I recomend you to buy a wifi router, connect your modem's output to the router and then connect your PC to the router. Enable the WIFI to access internet wirelessly. this way you need not have your PC on to access wifi. also there are cheap wifi routers available within the price of that dongle you posted.


----------



## theterminator (Oct 30, 2014)

Yeah, you need to keep the PC on. As suggested above, get an entry level wifi router "without modem" , it will do the job


----------



## quicky008 (Oct 30, 2014)

RCuber said:


> using that USB adapter as wifi hotspot is a bad idea as you need to keep your PC on for the wifi to function.
> 
> I recomend you to buy a wifi router, connect your modem's output to the router and then connect your PC to the router. Enable the WIFI to access internet wirelessly. this way you need not have your PC on to access wifi. also there are cheap wifi routers available within the price of that dongle you posted.



Thanks a lot for replying,the reason i wish to go for this adapter is that its pretty cheap (costs around Rs 600 at the local store).I did consider getting a wifi router initially,but was dissuaded when my local retailer suggested that they cost around rs 1100 or more.Although the benefits of using a router are undeniably far greater than that of a wifi usb adapter,i'm not willing to go for it at the moment as I'm on a shoestring budget.You've mentioned that a lot of cheap wi-fi routers are available within the price range of the aforesaid adapter,can you recommend a few such routers,with their prices too,if possible?That'd really be very helpful for me.

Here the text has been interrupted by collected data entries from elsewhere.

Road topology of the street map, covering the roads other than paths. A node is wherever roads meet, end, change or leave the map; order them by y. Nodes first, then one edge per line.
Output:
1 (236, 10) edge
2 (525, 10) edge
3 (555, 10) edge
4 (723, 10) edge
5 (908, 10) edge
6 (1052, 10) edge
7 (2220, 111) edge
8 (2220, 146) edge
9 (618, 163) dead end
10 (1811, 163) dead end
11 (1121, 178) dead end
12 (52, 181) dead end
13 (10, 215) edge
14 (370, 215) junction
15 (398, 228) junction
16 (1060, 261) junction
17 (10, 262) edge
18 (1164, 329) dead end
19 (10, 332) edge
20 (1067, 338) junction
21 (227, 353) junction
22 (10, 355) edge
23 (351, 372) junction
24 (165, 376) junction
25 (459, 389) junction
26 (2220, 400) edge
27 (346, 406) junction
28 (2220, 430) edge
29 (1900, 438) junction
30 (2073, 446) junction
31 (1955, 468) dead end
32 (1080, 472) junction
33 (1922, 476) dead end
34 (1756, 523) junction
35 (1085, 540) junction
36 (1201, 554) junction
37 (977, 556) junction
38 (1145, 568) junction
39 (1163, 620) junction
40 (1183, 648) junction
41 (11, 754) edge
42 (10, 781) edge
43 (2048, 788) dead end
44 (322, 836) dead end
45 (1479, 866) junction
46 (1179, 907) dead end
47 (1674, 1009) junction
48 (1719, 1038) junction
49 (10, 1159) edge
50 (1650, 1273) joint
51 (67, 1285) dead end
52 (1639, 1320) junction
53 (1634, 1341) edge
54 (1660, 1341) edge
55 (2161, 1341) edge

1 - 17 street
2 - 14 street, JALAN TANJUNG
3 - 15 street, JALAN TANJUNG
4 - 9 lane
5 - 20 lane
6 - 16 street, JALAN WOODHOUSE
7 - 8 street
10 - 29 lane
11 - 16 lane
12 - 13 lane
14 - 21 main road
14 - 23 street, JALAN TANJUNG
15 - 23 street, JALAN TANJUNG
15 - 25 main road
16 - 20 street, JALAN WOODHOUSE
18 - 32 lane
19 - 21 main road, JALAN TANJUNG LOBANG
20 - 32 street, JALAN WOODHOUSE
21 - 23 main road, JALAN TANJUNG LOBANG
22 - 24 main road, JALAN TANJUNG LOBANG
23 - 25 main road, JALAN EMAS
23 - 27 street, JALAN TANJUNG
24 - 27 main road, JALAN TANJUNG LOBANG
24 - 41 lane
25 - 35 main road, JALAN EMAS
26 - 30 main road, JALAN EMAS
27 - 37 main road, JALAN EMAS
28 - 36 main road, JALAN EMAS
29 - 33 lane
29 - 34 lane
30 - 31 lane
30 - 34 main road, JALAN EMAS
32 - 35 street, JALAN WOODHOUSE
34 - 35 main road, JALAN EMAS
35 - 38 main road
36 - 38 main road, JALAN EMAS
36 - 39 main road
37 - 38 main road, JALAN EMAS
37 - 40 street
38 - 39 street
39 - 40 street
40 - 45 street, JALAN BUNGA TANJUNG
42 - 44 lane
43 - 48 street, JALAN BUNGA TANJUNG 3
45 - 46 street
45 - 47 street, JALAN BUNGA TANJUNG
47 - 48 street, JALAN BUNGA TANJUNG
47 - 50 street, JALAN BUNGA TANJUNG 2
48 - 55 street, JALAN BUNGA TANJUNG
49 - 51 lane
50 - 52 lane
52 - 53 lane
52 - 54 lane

Btw how am i supposed to connect my modem's output to the router?Will i have to connect the lan cable (that normally goes from the modem to my pc's lan port)to the router,then use a separate rj-45 cable to connect my pc to the router itself?By doing this,will be able to access the internet from my PC(via the lan cable) as well as cell phones(via wi-fi) at the same time?


----------



## RCuber (Oct 30, 2014)

quicky008 said:


> Thanks a lot for replying,the reason i wish to go for this adapter is that its pretty cheap (costs around Rs 600 at the local store).I did consider getting a wifi router initially,but was dissuaded when my local retailer suggested that they cost around rs 1100 or more.Although the benefits of using a router are undeniably far greater than that of a wifi usb adapter,i'm not willing to go for it at the moment as I'm on a shoestring budget.You've mentioned that a lot of cheap wi-fi routers are available within the price range of the aforesaid adapter,can you recommend a few such routers,with their prices too,if possible?That'd really be very helpful for me.
> 
> Btw how am i supposed to connect my modem's output to the router?Will i have to connect the lan cable (that normally goes from the modem to my pc's lan port)to the router,then use a separate rj-45 cable to connect my pc to the router itself?By doing this,will be able to access the internet from my PC(via the lan cable) as well as cell phones(via wi-fi) at the same time?



What is your budget? you are saying 600 is prety cheap and then saying you have a shoestring budget.. 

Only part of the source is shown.